Rossing also alluded to the social justice element of the potential use of CRISPR, where not all patients may have access to the new healing and potentially life-saving technology due to its cost.

A 2016 Pew research study found that while many Americans say they would want to use a technology like CRISPR for their own children, there is also considerable wariness when it comes to gene editing, especially among parents of minor children. Highly religious Americans, Pew found, are much more likely than those who are less religious to say they would not want to use gene-editing technology in their families.

And, when asked about the possibility of using human embryos in the development of gene-editing techniques, the majority of adults — including two-thirds of those with a high religious commitment—say that this would make gene editing less acceptable to them.

There is also the story of a young geneticist calling up churches in the Boston area looking to make contact with faith communities to engage them in a dialogue about her work in the lab as a geneticist. A number of years ago, Ting Wu asked pastors from Baltimore area black churches to consider helping her in educating the community on the latest genetic advancements, including CRISPR, according to a National Public Radio story from last year. Her aim was to empower communities that are skeptical of science because they have been underserved or even mistreated in the past.
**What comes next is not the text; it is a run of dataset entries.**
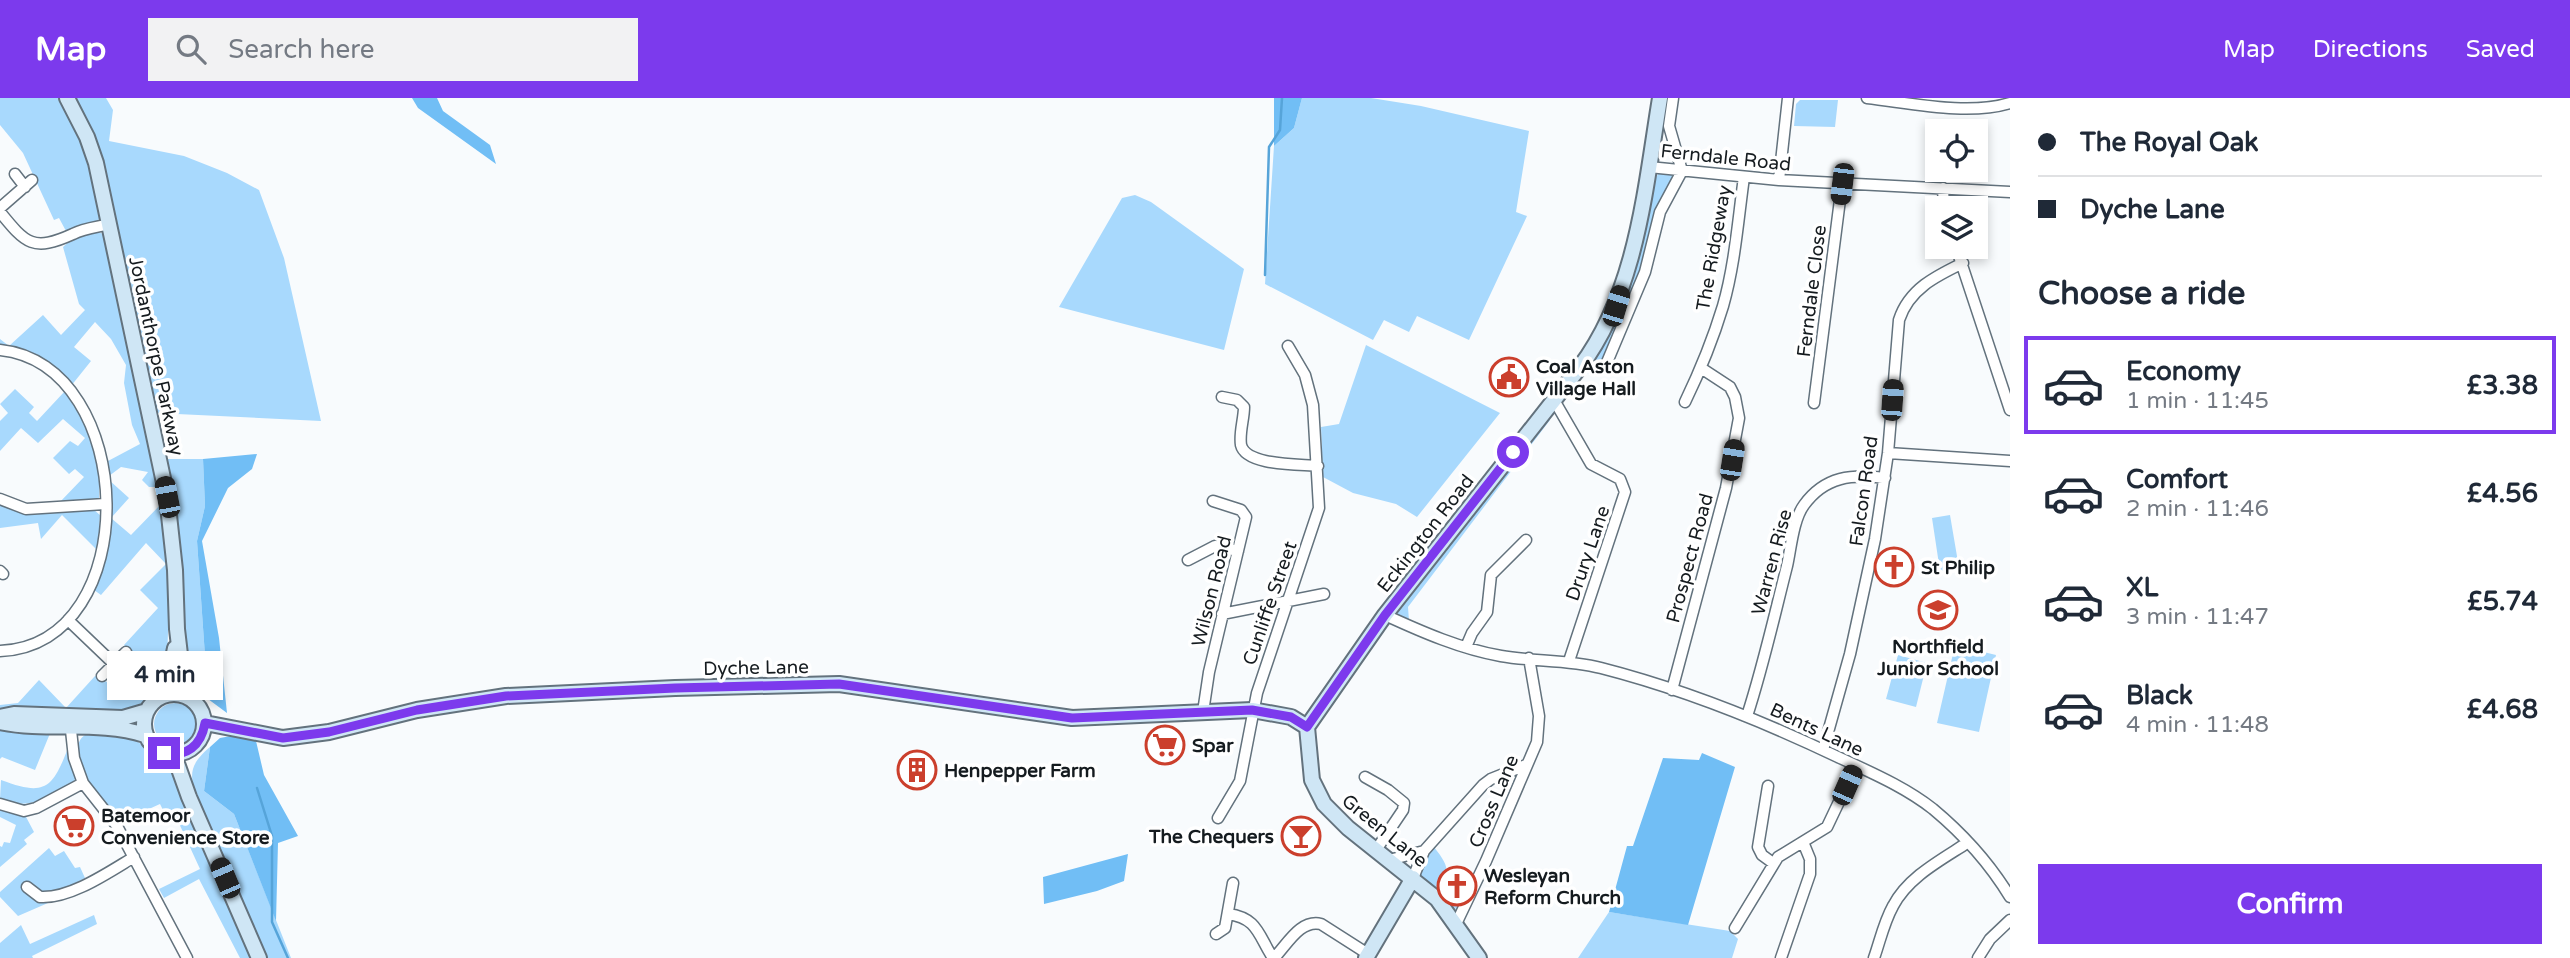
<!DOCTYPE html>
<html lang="en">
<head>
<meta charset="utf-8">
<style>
  :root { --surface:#fff; --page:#f2f2f3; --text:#1f2937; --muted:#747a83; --line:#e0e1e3; --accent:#7c3aed }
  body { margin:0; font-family:"Varela Round",sans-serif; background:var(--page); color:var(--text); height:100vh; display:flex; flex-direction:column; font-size:26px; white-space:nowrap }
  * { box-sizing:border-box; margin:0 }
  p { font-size:23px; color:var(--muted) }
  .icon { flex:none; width:38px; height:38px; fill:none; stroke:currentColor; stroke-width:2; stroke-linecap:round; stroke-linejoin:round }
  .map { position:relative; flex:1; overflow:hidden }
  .side { display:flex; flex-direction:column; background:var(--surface); width:560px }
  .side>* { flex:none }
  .hud { display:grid; align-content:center; height:154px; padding:0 28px; background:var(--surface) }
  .fabs { position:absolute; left:1925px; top:21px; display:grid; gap:14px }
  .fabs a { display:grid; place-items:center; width:63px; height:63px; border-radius:0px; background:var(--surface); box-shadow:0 4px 10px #0003; font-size:35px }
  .end { position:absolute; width:32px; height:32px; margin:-16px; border:9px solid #7c3aed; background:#fff; box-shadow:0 0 0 4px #fff }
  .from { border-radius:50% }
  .bubble { position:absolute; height:49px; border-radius:0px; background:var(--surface); box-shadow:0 4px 10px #0003; font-size:23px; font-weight:700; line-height:49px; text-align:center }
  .car { position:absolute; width:21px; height:42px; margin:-21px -10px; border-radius:9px; box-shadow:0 0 5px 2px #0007; background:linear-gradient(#222 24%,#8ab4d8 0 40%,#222 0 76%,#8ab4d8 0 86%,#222 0) }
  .hud b { display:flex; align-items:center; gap:24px; height:66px; font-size:26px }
  .hud b+b { border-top:2px solid var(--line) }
  .hud i { width:18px; height:18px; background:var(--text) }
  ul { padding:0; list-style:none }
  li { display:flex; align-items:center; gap:21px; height:98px; margin:0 14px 10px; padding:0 14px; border:4px solid transparent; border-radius:0px }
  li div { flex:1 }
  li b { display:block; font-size:26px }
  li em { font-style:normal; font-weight:700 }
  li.active { border-color:var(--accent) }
  li>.icon { width:63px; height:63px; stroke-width:1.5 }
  h2 { padding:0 28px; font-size:32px; line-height:84px }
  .button { display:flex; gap:14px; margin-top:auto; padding:14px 28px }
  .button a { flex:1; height:80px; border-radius:0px; background:var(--accent); color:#fff; font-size:28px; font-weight:700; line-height:80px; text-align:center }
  header { display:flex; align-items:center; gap:42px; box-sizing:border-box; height:98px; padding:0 35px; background:var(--accent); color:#fff }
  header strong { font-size:33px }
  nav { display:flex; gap:38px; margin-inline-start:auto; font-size:24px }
  .search { width:490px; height:63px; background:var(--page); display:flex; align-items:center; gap:18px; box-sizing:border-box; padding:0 24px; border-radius:0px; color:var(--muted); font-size:26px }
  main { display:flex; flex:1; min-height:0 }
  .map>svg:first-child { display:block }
</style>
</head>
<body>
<header>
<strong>Map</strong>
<div class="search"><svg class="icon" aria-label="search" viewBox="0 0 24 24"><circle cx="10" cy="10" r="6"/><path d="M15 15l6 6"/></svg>Search here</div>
<nav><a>Map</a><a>Directions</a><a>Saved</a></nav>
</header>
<main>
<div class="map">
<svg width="2010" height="860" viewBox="0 0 2010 860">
  <rect width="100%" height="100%" fill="#f8fbfd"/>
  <!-- green -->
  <path fill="#a8d9fd" d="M0,0h59l19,35 15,39 8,45 -6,6 -29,8 -7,-13 -5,2 -31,-67 -23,-28z
    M74,0h32l7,12 -4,31 75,15 43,17 32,17 25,68 37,163 -165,-8c-10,-49 -20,-98 -30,-147 -12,-58 -21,-118 -52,-168z
    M1302,0h69l50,8 108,25 -13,81 11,4 -58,124 -52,-24 -8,16 -25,-12 -11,20 -108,-56 9,-138 20,-18z
    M1800,2h38l-3,27 -41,-1 2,-22z
    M1660,74l12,3 3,3 -30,84 -49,112 -12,-1 33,-53 35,-138z
    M1135,97l16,7 93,67 -20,81 -165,-43 63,-109z
    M93,134l8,1 6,5 52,249h-10l-7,-7 6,-8 -27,-5 -12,9 -1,-15 32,-17 -8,-19 -8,-42 2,-18 -15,-26 -16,-17 -21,25 17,14 -20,25c-20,-21 -41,-38 -71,-40v-7l9,7 34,-31 18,20 24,-25 -6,-6 -16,-57 11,-10z
    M1366,247l134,68 -83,104 -21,-13 -43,-11 -30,-16 -2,-50 18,-3z
    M15,291l19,18 -5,6 8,8 28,-30c26,32 36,67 34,108l-40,4 25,-26 -9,-8 -6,5 -16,-16 17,-17 8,5 7,-8 -22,-19 -25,24 -17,-15 -21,23v-30l8,-8 -8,-9z
    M1546,322h4l-142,187 1,14 -9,-4 -5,-6z
    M165,361h38l2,47 -8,35 11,158 -12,-10 -7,-12 -11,-125z
    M109,382l20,18 -18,20 20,17 32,-33 7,61 -3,103 -5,16 -26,27 -14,2 -56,-2 -66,2v-6l18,-2 21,-23 27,28 29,-32 18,9 21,-21 -5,-7 2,-3 -7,-9 34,-37 -18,-18 26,-26 -20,-21 -45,52 -7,-5c19,-37 17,-70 15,-110z
    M0,407l26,8 68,-3 6,5 -2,36 -36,-36 -21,24 -3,-16 -38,5z
    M1950,417l9,53 -19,3 -8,-53z
    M1955,547l41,10 -17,77 -42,-9z
    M1898,557l29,8 -11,44 -30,-8z
    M154 626a21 21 0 1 1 42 0a21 21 0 1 1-42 0Z
    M0,631l51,2 -16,39 -33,-13 -2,2z
    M89,635l44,5 37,29 85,191h-15l-41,-79 -35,19 -5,-9 41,-20 -23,-50 -8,3 -9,-18 -40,18c-8,-10 -18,-19 -26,-30 -11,-13 -28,-51 -5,-59z
    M210,649l-6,44 30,23 57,144h-24l-70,-158c-8,-26 -8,-35 13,-53z
    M68,650l7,31 -2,5c-25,14 -44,27 -73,15l1,-19c43,16 51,10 67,-32z
    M0,710l25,7 9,17 -10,8 3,4 -27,23v-21l2,1 2,-5 6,1 6,-18 -16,-8z
    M1434,749c13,17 15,20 11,42l19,10 -7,11 -39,-35 7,-20z
    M49,750l6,8 9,-5 11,17 5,-1 5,11 -17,9 -20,6v10l-30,13 -18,-19v-5z
    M1609,814l121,19 8,8 -6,19h-154z
    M94,817l3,9 -65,32 1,2h-33v-15l21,-18 9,19z"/>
  <!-- forest -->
  <path fill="#71bef5" d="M412,0h25l6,13 47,34 6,19 -78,-56z
    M1274,0h28l-8,30 -20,18z
    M257,356l-5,15 -24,19 -26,53 17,97 8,75 -19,-14 -11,-158 8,-35 -2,-47z
    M231,638l25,5 8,34 34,61 -20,7 -2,78 -42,-107 -30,-23 6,-44 10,-9z
    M1702,655l33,14 -47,158 -79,-13 18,-66h6l30,-88 36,2z
    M1128,756l-4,27 -27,10 -53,13 -1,-27z"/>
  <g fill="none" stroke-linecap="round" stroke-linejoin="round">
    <!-- stream -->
    <path stroke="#56a4d9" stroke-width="2.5" d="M1265,177l4,-128 11,-17 2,-32
      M257,690l15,48v86l16,36"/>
    <defs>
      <path id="street" d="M1867,0c44,5 101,18 143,5
        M1649,69l130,13 231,12
        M15,76l10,13
        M1779,82l9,-82
        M1943,90l1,20
        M0,110l32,-28
        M0,114c26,32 33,40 73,22 11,-6 25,-7 37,-10
        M1956,149l54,163
        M0,252c138,14 146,295 0,301
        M1605,269l40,-95 15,-60 22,-41 -13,-45 4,-28
        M1222,299l15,3 7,7c0,12 -5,26 -3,38 5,21 59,19 77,21
        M1554,302l37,64 29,15 5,13 -56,169
        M1685,304c15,-31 28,-63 38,-96 12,-42 15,-86 21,-129
        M1814,305l28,-219
        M1888,355l122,8
        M0,401l26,10 79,-5
        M1188,462l27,-14 23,5
        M0,473l3,3
        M1222,516l102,-20
        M1385,517c37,17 76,34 116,41 33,6 66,3 100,12 82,21 162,53 239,90 32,15 65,29 93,51 30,25 57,55 77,88
        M68,522l46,44
        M1466,549l6,-14 15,-21 4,-37 35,-35
        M102,578l24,-24
        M1672,592l54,-202 13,-70 -4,-21 -5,-10 -29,-19
        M1203,614l6,-40 37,-155 -5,-7 -28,-9
        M1747,618c16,-49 27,-99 40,-150 4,-18 6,-46 17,-61 21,-29 48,-31 81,-27
        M70,623l4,37 9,25 34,43 70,132
        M1823,652l27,-96 25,-115 13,-86 11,-133c10,-31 37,-44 64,-57
        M1365,679l23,13 16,13 -1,7 -27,40
        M1768,688l-10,61 4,8 11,8
        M0,706l24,7 12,-3 47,-25
        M1218,720l22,-37 17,-88 62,-185 -6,-103 -8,-30 -17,-29
        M1389,762l35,-9
        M1413,780l11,-27 59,-66 8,-6 35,-14
        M27,789l13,10c30,2 69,-25 94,-40
        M1228,816c30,4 30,21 45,44
        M1456,826l30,-63 51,-119 2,-26 -10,-58
        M1735,830l43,-71 49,-30 29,-61
        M1216,836l9,-6 8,-45
        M1274,860c13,-13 26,-39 47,-34l47,30
        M1781,860l29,-84v-15l-7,-17
        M1874,860c6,-17 10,-36 19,-52 15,-29 48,-46 74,-63
        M1978,860l12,-19 20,-19"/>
      <path id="secondary" d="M67,0l20,39 9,26 71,334 8,73 2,59 6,51 8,19
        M144 626a30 30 0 1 1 60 0a30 30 0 1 1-60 0Z
        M157,601l11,-16 7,-35
        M0,619l14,-3 109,4 24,-7
        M0,624c48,10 99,-2 145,13
        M205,625l78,15 46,-6 88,-22 89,-14 169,-8 164,-4 233,34 180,-8 39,7 16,10
        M1307,629l78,-112 195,-248c57,-76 65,-178 80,-269
        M1307,629l5,53 12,24 24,24 89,71 42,59
        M174,657l15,42 70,161
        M1366,860l47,-80"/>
    </defs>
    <!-- street casing -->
    <use href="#street" stroke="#63727d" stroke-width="13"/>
    <!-- secondary casing -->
    <use href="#secondary" stroke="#63727d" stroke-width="18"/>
    <!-- street -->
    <use href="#street" stroke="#fff" stroke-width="10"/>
    <!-- secondary -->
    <use href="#secondary" stroke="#cfe6f5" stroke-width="14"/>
  </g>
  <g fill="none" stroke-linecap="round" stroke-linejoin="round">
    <!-- route -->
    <path stroke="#7c3aed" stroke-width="9" d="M164,655c23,4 37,-7 41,-30l78,15 46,-6 88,-22 89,-14 169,-8 164,-4 233,34 180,-8 39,7 16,10 78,-112 128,-163"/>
  </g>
  <!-- icons -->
  <defs>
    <symbol id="civic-ring" viewBox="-11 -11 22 22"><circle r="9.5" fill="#fff" stroke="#cb3f2c" stroke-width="1.5"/><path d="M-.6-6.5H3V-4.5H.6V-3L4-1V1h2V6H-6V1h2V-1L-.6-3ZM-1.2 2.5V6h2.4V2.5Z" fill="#cb3f2c"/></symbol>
    <symbol id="church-ring" viewBox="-11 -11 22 22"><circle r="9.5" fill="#fff" stroke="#cb3f2c" stroke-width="1.5"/><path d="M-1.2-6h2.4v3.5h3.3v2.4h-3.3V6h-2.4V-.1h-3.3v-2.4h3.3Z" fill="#cb3f2c"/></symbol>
    <symbol id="school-ring" viewBox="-11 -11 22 22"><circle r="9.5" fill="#fff" stroke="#cb3f2c" stroke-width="1.5"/><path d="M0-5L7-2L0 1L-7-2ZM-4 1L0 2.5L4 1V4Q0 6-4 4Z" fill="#cb3f2c"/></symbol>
    <symbol id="supermarket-ring" viewBox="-11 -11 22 22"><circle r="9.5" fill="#fff" stroke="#cb3f2c" stroke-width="1.5"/><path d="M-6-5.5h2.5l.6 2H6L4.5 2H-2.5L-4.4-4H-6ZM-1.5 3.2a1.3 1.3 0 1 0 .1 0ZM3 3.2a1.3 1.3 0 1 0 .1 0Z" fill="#cb3f2c"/></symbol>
    <symbol id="building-ring" viewBox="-11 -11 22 22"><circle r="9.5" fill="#fff" stroke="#cb3f2c" stroke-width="1.5"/><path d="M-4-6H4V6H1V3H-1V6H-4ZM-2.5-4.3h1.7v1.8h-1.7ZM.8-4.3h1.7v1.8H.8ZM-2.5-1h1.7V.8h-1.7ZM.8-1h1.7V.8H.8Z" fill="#cb3f2c"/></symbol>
    <symbol id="bar-ring" viewBox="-11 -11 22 22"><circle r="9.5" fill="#fff" stroke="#cb3f2c" stroke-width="1.5"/><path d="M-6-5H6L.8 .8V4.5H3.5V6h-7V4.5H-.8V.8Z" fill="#cb3f2c"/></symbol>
  </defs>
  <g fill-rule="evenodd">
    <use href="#civic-ring" x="1487" y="257" width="44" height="44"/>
    <use href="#church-ring" x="1872" y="447" width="44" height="44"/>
    <use href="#school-ring" x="1916" y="490" width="44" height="44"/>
    <use href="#supermarket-ring" x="1143" y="625" width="44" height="44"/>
    <use href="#building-ring" x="895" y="650" width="44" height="44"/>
    <use href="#supermarket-ring" x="52" y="706" width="44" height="44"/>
    <use href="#bar-ring" x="1279" y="716" width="44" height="44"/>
    <use href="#church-ring" x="1435" y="766" width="44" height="44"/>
  </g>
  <g text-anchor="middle" stroke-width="7" stroke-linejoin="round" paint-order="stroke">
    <!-- street labels -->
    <g font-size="19" fill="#151b1f" stroke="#fff">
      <text transform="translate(1726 59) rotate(6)" y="7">Ferndale Road</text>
      <text transform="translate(1713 150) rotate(-80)" y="7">The Ridgeway</text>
      <text transform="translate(1811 193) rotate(-83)" y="7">Ferndale Close</text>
      <text transform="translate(157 258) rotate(78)" y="7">Jordanthorpe Parkway</text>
      <text transform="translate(1863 393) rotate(-82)" y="7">Falcon Road</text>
      <text transform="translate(1425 435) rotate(-52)" y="7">Eckington Road</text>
      <text transform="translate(1587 455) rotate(-71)" y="7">Drury Lane</text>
      <text transform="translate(1689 460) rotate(-75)" y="7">Prospect Road</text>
      <text transform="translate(1771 464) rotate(-75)" y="7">Warren Rise</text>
      <text transform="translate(1211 493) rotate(-76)" y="7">Wilson Road</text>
      <text transform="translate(1269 505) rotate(-71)" y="7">Cunliffe Street</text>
      <text transform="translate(756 569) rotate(-1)" y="7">Dyche Lane</text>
      <text transform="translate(1817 631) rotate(25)" y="7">Bents Lane</text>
      <text transform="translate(1493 703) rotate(-67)" y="7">Cross Lane</text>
      <text transform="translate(1385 732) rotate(39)" y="7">Green Lane</text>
    </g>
    <!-- poi labels -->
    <g font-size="19" font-weight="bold" fill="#151b1f" stroke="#fff" text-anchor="start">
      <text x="1536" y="275">Coal Aston<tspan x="1536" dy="22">Village Hall</tspan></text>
      <text x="1921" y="476">St Philip</text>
      <text x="1938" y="555" text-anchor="middle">Northfield<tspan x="1938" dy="22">Junior School</tspan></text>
      <text x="1192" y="654">Spar</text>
      <text x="944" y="679">Henpepper Farm</text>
      <text x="101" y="724">Batemoor<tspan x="101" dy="22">Convenience Store</tspan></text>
      <text x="1274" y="745" text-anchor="end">The Chequers</text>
      <text x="1484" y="784">Wesleyan<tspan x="1484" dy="22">Reform Church</tspan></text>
    </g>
  </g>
</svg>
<div class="fabs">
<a><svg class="icon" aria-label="locate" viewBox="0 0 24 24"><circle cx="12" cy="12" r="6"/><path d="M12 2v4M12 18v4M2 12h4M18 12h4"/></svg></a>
<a><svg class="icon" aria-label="layers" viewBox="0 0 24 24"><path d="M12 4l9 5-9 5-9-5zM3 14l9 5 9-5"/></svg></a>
</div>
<i class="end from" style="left:1513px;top:354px"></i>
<i class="end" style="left:164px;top:655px"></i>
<div class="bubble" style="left:107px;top:553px;width:116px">4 min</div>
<i class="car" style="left:1842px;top:86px;rotate:187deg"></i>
<i class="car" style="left:1616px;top:208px;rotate:17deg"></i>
<i class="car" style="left:1892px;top:302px;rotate:4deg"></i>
<i class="car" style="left:1732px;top:362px;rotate:9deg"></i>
<i class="car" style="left:167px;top:399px;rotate:349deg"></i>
<i class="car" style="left:1847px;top:687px;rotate:24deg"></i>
<i class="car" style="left:225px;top:780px;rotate:337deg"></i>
</div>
<section class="side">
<div class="hud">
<b><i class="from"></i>The Royal Oak</b>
<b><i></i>Dyche Lane</b>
</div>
<h2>Choose a ride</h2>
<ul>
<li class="active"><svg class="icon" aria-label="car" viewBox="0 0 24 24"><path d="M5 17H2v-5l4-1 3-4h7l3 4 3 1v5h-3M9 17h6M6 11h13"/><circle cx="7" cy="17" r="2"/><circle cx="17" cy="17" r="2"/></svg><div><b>Economy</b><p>1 min · 11:45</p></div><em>£3.38</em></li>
<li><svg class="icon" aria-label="car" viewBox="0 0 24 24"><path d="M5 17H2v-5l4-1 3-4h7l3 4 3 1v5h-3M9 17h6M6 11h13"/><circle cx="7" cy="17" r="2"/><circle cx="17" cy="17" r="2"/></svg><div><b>Comfort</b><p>2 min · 11:46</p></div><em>£4.56</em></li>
<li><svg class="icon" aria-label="car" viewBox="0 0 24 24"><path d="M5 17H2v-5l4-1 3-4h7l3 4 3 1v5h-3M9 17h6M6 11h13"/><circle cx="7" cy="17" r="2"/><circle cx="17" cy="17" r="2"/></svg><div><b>XL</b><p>3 min · 11:47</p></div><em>£5.74</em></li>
<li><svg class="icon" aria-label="car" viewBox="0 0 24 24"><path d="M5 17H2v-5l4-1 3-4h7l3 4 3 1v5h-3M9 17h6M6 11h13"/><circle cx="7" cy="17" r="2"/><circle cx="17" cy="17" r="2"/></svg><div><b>Black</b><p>4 min · 11:48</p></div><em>£4.68</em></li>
</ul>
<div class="button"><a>Confirm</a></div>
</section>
</main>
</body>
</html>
Wu reportedly met with religious leaders and even arranged for some clergy to speak with executives at genomics companies.

Wu’s story shows how much of a grass roots education it has been in the area of CRISPR and its implications. Still, the weighty questions remain. If some disabilities can be ‘cured’, should they be? What if tinkering with the genome creates enhancements for some and not for others? Could the risks to the human population outweigh the benefits for individuals or vice versa?

While researchers continue their work in the lab, the church has the weighty task of considering whether this research is leading to ethical behavior in the healthcare community and whether the future of humanity should be determined by genetic modification.